Input data
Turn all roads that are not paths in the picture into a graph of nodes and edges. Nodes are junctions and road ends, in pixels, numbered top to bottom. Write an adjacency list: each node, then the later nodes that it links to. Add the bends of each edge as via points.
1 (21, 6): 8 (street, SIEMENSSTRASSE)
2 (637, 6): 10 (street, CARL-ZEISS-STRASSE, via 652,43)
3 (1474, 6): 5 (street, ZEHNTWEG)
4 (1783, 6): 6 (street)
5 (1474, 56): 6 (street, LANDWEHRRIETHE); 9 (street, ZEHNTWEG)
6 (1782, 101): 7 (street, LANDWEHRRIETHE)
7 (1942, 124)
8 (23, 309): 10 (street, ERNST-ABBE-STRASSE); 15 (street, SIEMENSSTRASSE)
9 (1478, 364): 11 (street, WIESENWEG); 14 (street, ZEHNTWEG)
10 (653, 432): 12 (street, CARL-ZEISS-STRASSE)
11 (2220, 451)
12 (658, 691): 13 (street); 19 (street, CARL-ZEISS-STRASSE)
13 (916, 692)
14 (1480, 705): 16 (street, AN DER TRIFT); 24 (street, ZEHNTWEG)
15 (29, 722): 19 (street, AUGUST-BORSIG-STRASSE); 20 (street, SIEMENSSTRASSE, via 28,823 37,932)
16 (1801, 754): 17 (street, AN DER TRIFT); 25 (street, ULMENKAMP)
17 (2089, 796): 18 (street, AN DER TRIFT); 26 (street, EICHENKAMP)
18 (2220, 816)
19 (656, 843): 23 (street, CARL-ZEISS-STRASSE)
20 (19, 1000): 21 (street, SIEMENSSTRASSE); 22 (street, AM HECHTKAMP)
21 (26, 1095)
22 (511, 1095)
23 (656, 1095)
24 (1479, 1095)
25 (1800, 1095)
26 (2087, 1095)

Work task
Your response must consist of all the records, retyped exactly.

Final answer
Turn all roads that are not paths in the picture into a graph of nodes and edges. Nodes are junctions and road ends, in pixels, numbered top to bottom. Write an adjacency list: each node, then the later nodes that it links to. Add the bends of each edge as via points.
1 (21, 6): 8 (street, SIEMENSSTRASSE)
2 (637, 6): 10 (street, CARL-ZEISS-STRASSE, via 652,43)
3 (1474, 6): 5 (street, ZEHNTWEG)
4 (1783, 6): 6 (street)
5 (1474, 56): 6 (street, LANDWEHRRIETHE); 9 (street, ZEHNTWEG)
6 (1782, 101): 7 (street, LANDWEHRRIETHE)
7 (1942, 124)
8 (23, 309): 10 (street, ERNST-ABBE-STRASSE); 15 (street, SIEMENSSTRASSE)
9 (1478, 364): 11 (street, WIESENWEG); 14 (street, ZEHNTWEG)
10 (653, 432): 12 (street, CARL-ZEISS-STRASSE)
11 (2220, 451)
12 (658, 691): 13 (street); 19 (street, CARL-ZEISS-STRASSE)
13 (916, 692)
14 (1480, 705): 16 (street, AN DER TRIFT); 24 (street, ZEHNTWEG)
15 (29, 722): 19 (street, AUGUST-BORSIG-STRASSE); 20 (street, SIEMENSSTRASSE, via 28,823 37,932)
16 (1801, 754): 17 (street, AN DER TRIFT); 25 (street, ULMENKAMP)
17 (2089, 796): 18 (street, AN DER TRIFT); 26 (street, EICHENKAMP)
18 (2220, 816)
19 (656, 843): 23 (street, CARL-ZEISS-STRASSE)
20 (19, 1000): 21 (street, SIEMENSSTRASSE); 22 (street, AM HECHTKAMP)
21 (26, 1095)
22 (511, 1095)
23 (656, 1095)
24 (1479, 1095)
25 (1800, 1095)
26 (2087, 1095)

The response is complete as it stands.